Because Protestants do not celebrate saints’ days, we miss out on learning about many great women in Christian history.
Take for example the one whose “day” falls on November 17.Hilda, Abbess of Whitby (born AD 614), led a large community of men and women studying for God’s service, five of whom went on to become bishops. She brought the gospel to ordinary people, but kings and scholars also sought her counsel. She was a missionary, teacher and educator, and her abbey became one of the great religious centers of North Eastern England. Hilda is one of many such women in history.

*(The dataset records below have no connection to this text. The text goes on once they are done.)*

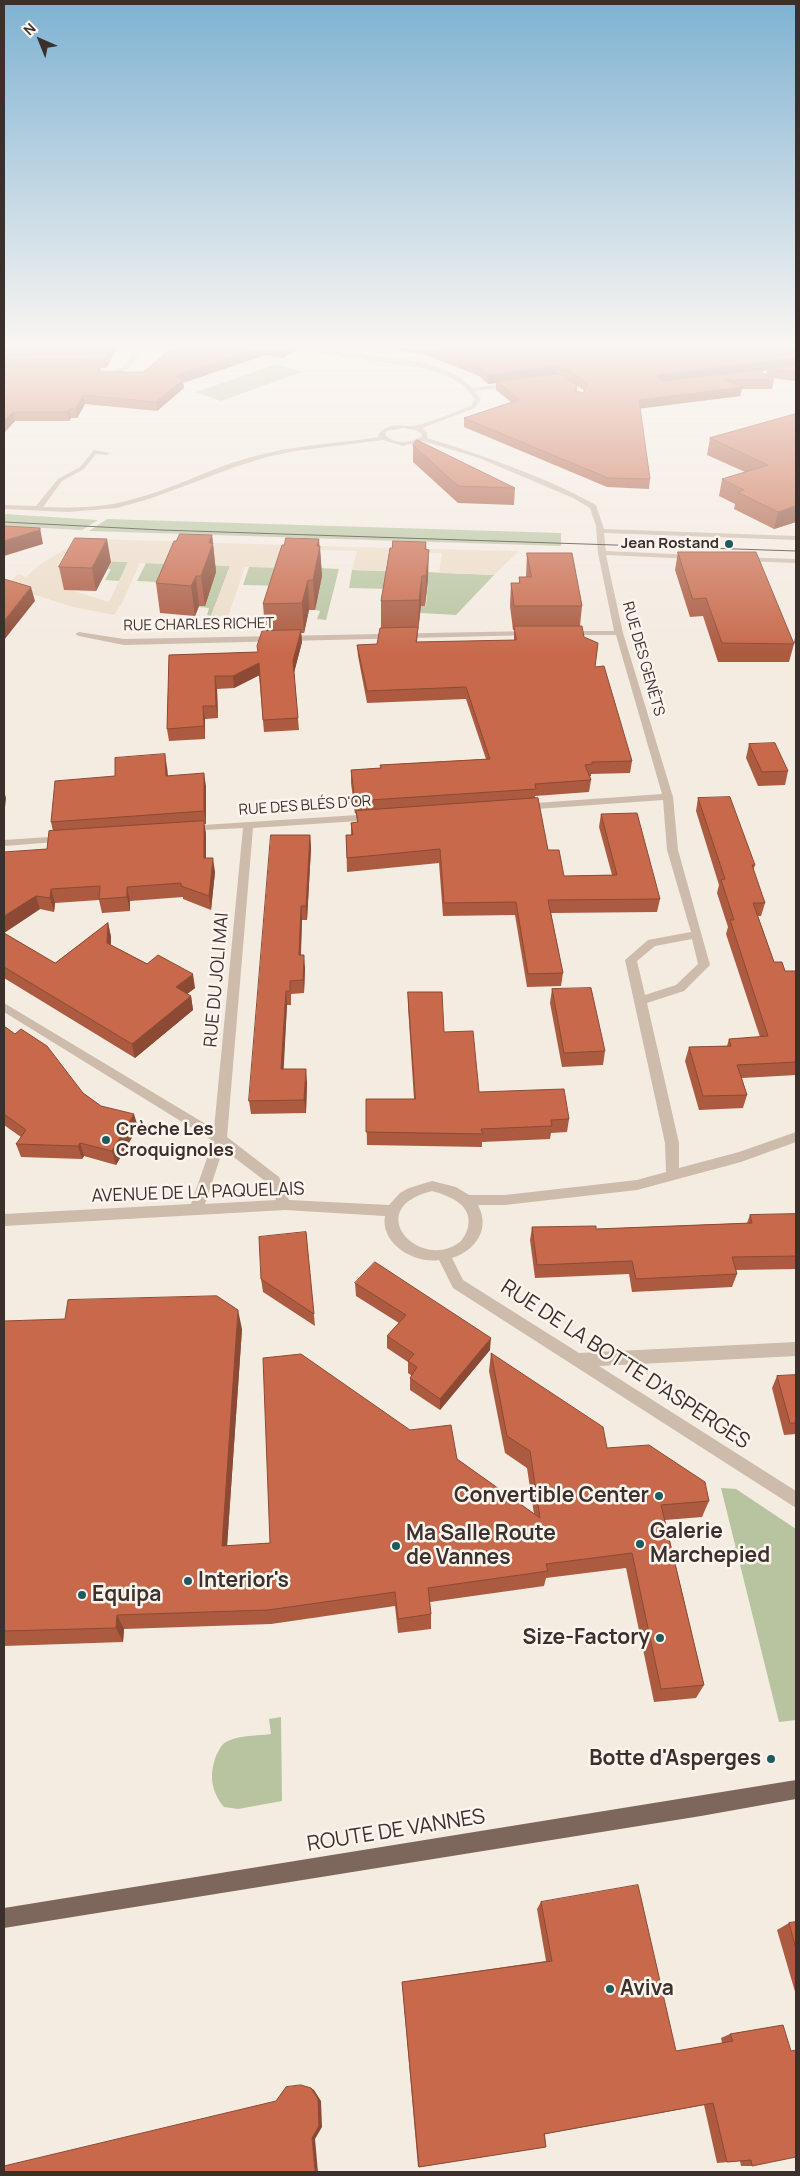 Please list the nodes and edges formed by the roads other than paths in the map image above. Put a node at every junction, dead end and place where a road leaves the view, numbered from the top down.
1 (304, 450) edge
2 (457, 450) edge
3 (84, 452) dead end
4 (94, 452) junction
5 (107, 453) dead end
6 (4, 507) edge
7 (38, 508) junction
8 (601, 528) junction
9 (796, 538) edge
10 (602, 553) junction
11 (707, 558) edge
12 (737, 559) edge
13 (796, 561) edge
14 (539, 633) edge
15 (558, 633) edge
16 (619, 633) junction
17 (79, 634) dead end
18 (668, 797) junction
19 (513, 808) edge
20 (386, 816) edge
21 (248, 825) junction
22 (180, 830) edge
23 (72, 838) edge
24 (4, 844) edge
25 (698, 934) junction
26 (640, 1000) junction
27 (4, 1007) edge
28 (796, 1137) edge
29 (220, 1139) junction
30 (673, 1175) junction
31 (468, 1200) junction
32 (285, 1205) junction
33 (196, 1211) junction
34 (393, 1211) junction
35 (4, 1220) edge
36 (443, 1255) junction
37 (796, 1349) edge
38 (578, 1360) junction
39 (796, 1500) edge
40 (796, 1789) edge
41 (4, 1918) edge

1 - 7 street
2 - 8 street
3 - 4 street
4 - 5 street
4 - 7 street
6 - 7 street
8 - 9 street
8 - 10 street, RUE DES GENÊTS
10 - 11 street
10 - 16 street, RUE DES GENÊTS
12 - 13 street
14 - 17 street, RUE CHARLES RICHET
15 - 16 street
16 - 18 street, RUE DES GENÊTS
18 - 19 street
18 - 25 street, RUE DES GENÊTS
20 - 21 street, RUE DES BLÉS D'OR
21 - 22 street, RUE DES BLÉS D'OR
21 - 29 street, RUE DU JOLI MAI
23 - 24 street
25 - 26 street, RUE DES GENÊTS
25 - 26 street
26 - 30 street
27 - 29 street
28 - 30 street
29 - 32 street
29 - 33 street
30 - 31 street
31 - 34 street
31 - 36 street
32 - 33 street, AVENUE DE LA PAQUELAIS
32 - 34 street, AVENUE DE LA PAQUELAIS
33 - 35 street, AVENUE DE LA PAQUELAIS
34 - 36 street
36 - 38 street, RUE DE LA BOTTE D'ASPERGES
37 - 38 street
38 - 39 street, RUE DE LA BOTTE D'ASPERGES
40 - 41 main road, ROUTE DE VANNES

Few writings by and about women have survived from centuries prior to the printing press. Yet some do remain, including The City of Ladies by fourteenth-century author Christine de Pizan (c. 1365–1430). Later came defenses of women from Quakerism’s founder, Margaret Fell Fox (1614–1702); Tory pamphleteer, Mary Astell (1668–1731); abolitionist Hannah Moore (1745–1833); and the author of Vindication of the Rights of Woman, Mary Wollstonecraft (1759–1797). Most of these writers acted out of a religious impulse with the relatively unified objective of elevating women.

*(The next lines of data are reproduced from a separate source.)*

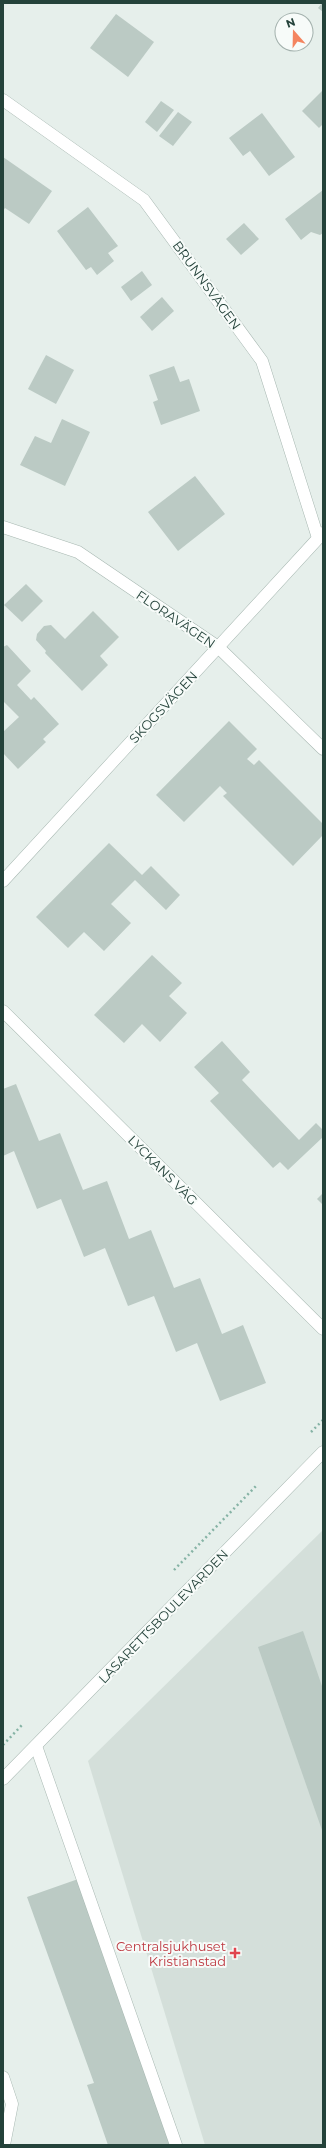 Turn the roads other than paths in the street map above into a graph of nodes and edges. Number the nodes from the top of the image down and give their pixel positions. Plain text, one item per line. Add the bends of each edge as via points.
1 (3, 100) edge
2 (3, 527) edge
3 (320, 535) edge
4 (218, 647) junction
5 (323, 749) edge
6 (3, 881) edge
7 (3, 1011) edge
8 (323, 1329) edge
9 (323, 1452) edge
10 (36, 1746) junction
11 (3, 1779) edge
12 (3, 2077) edge
13 (4, 2145) edge
14 (176, 2145) edge

1 - 3 street, BRUNNSVÄGEN via 144,200 262,361
2 - 4 street, FLORAVÄGEN via 78,552
3 - 4 street, SKOGSVÄGEN
4 - 5 street, FLORAVÄGEN
4 - 6 street, SKOGSVÄGEN
7 - 8 street, LYCKANS VÄG
9 - 10 street, LASARETTSBOULEVARDEN
10 - 11 street, LASARETTSBOULEVARDEN
10 - 14 street
12 - 13 street via 12,2104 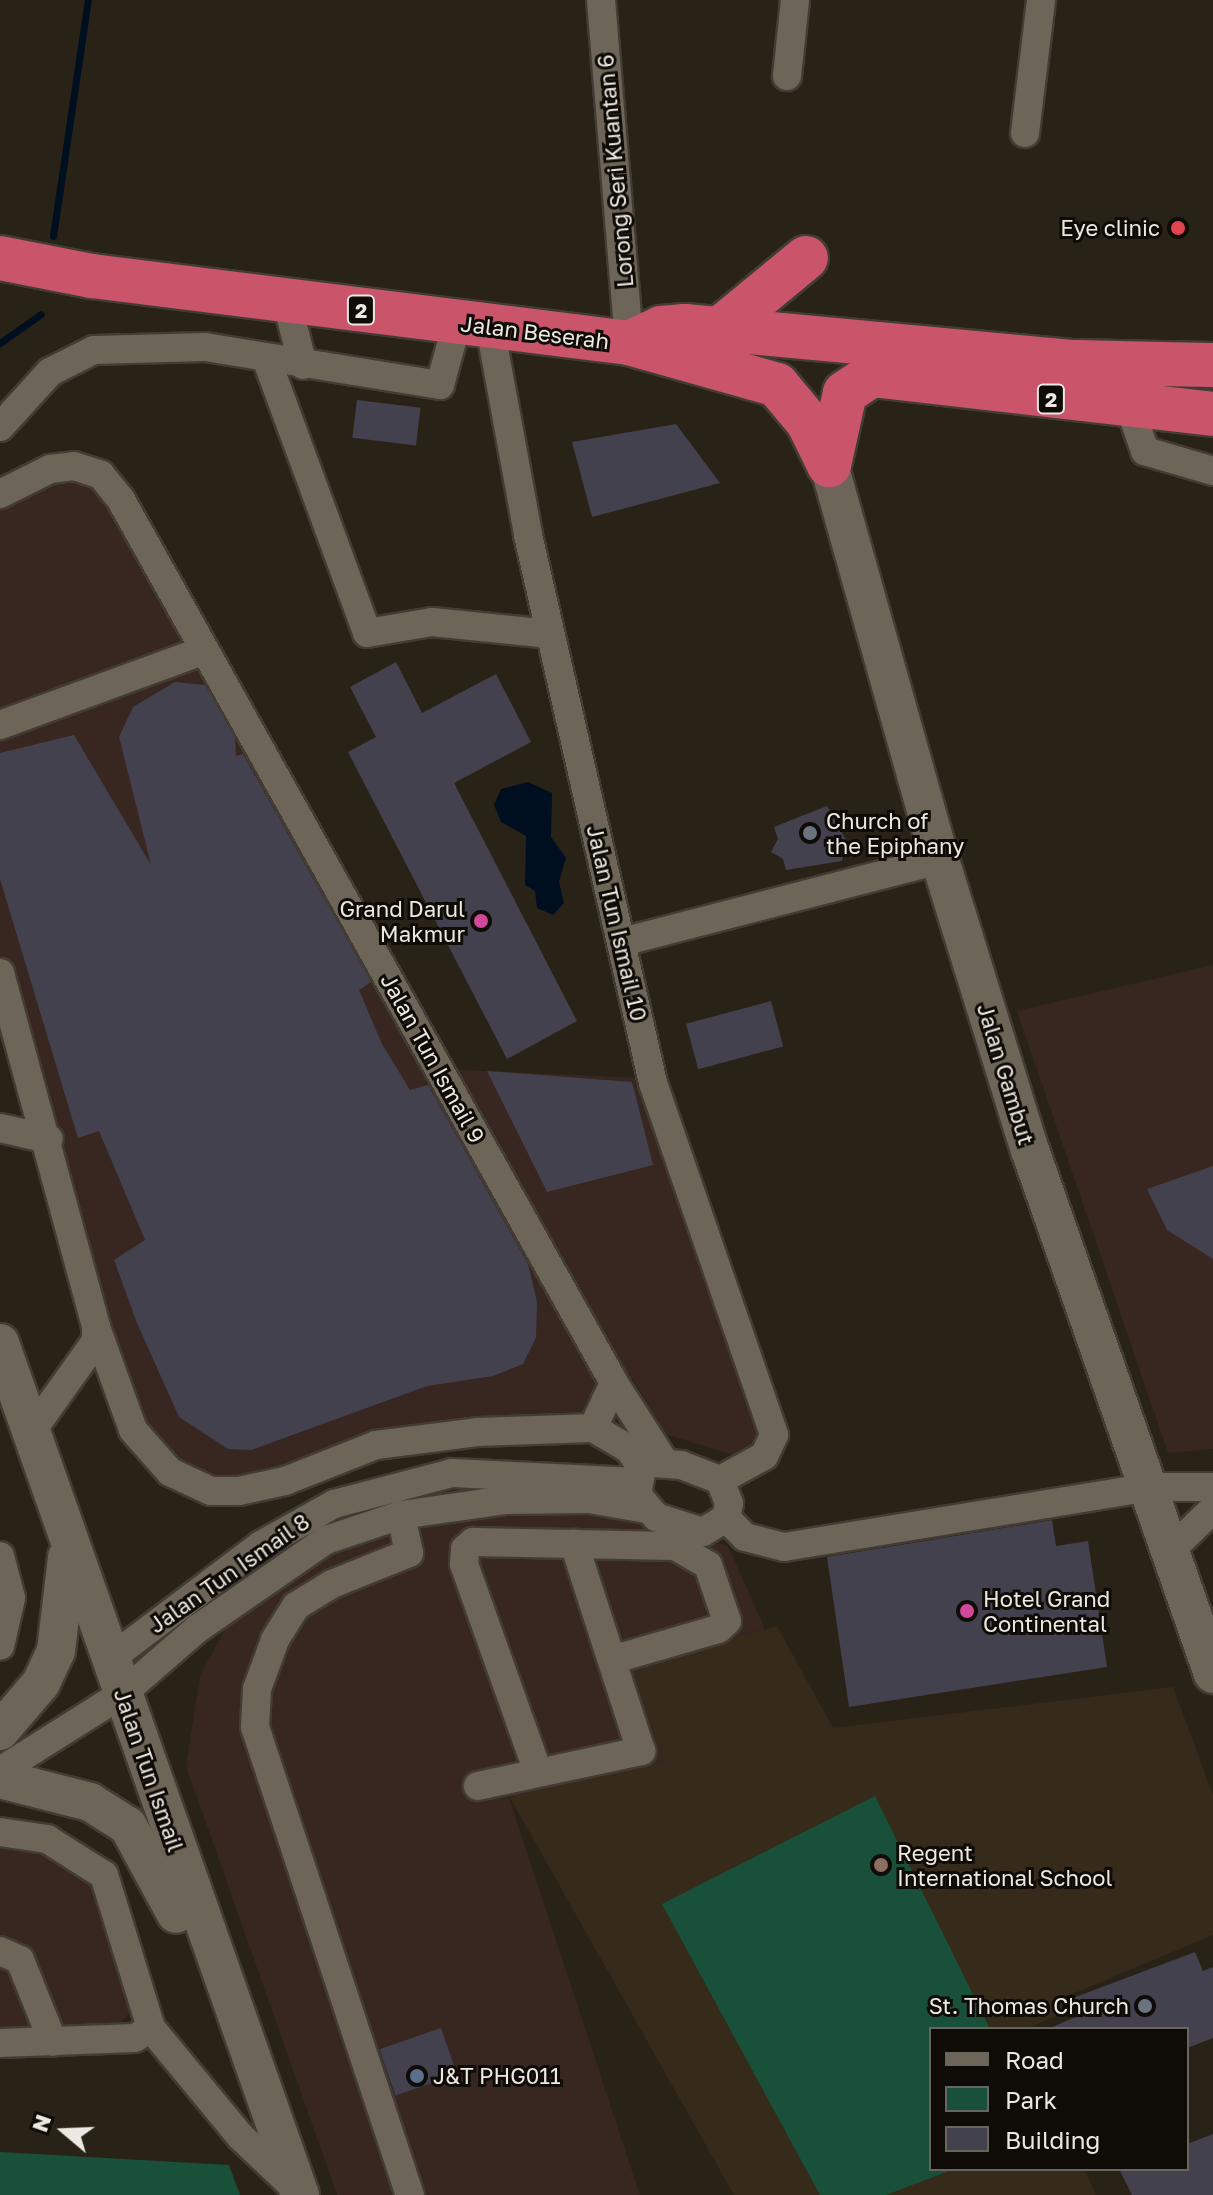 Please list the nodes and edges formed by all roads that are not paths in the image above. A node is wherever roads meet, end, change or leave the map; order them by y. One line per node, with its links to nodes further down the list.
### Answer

In the eighteenth century the first Great Awakening with its revivals in the 1730s brought a rise in lay power. Women’s involvement in missions sometimes included preaching, and on the frontier Christian women experienced increased levels of autonomy.
By the nineteenth century the pro-woman consciousness had a label: “the woman movement.” Today we identify these efforts as first-wave feminism. Red-letter dates marking the start of first-wave feminism are July 19 and 20, 1848. The place was Seneca Falls, New York, and the event was the Seneca Falls Convention. Those organizing and in attendance were mostly male and female Bible-believers. A group organized the meeting to feature Lucretia Mott, an eloquent Quaker who favored full sex and race equalization. Together the group drafted a Declaration of Sentiments addressing the role of women in society along with an accompanying list of resolutions….
The “new woman” was not an invention of second-wave feminism either. Betty did not start the “woman movement”; Christians did. Motivated by the belief that men and women were made in God’s image to “rule the earth” together, these pro-woman, pro-justice believers sought to right wrongs for those who had less social power.
Isn’t it time we reclaimed our own story?